Association between plasma EV levels and tumor presence in glioblastoma patients. (A) Rapid postoperative reduction of circulating Extracellular vesicles (EVs) down to healthy donor levels, measured by NTA (Kruskal–Wallis, Dunn’s). (B) EV concentration dynamics in individual patients within the first postoperative days 1–6 (n = 34, Friedman, Dunn’s). (C) Microscopic NTA image of plasma EVs in a glioblastoma patient before and after surgery (scale bars indicate 100 µm; D) EV concentration 4–6 days postoperatively in patients who received either subtotal tumor resection (STR) or gross total resection (GTR), (t-test). (E) Negative fold-change of postoperative EV concentrations in comparison to preoperative levels in individual patients (Mann–Whitney). (F–I) Decrease of tetraspanin-positive EV subpopulations 4–6 days after surgery, measured by IFCM (Wilcoxon).

Figure 5.

Longitudinal monitoring of patients by EV quantification and magnetic resonance imaging (MRI). (A) Elevated circulating EVs in patients with stable MRI (n = 7, meantime postoperation 7 months, range 3–12 months) vs. tumor relapse (n = 12, meantime postoperation 8 months, range 3–14 months), (Mann–Whitney). (B) EV concentration reflects tumor presence in individual patients (n = 11, Friedman, Dunn’s).
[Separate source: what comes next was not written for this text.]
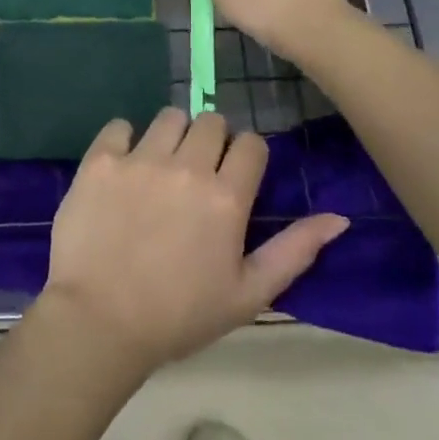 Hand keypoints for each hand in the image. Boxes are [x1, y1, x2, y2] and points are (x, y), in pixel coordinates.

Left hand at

C) Representative MRI and NTA images from a single patient during stable disease (top) and at tumor recurrence (bottom; scale bars indicate 100 µm; D–G) Dynamics of tetraspanin positive EV subpopulations measured by IFCM (Friedman, Dunn’s). (H) Re-increase in plasma EVs preceding detection of tumor recurrence by MRI in an individual patient. Total EVs in IFCM analysis are defined as expressing at least one tetraspanin marker. White arrows on MRI images mark the tumor.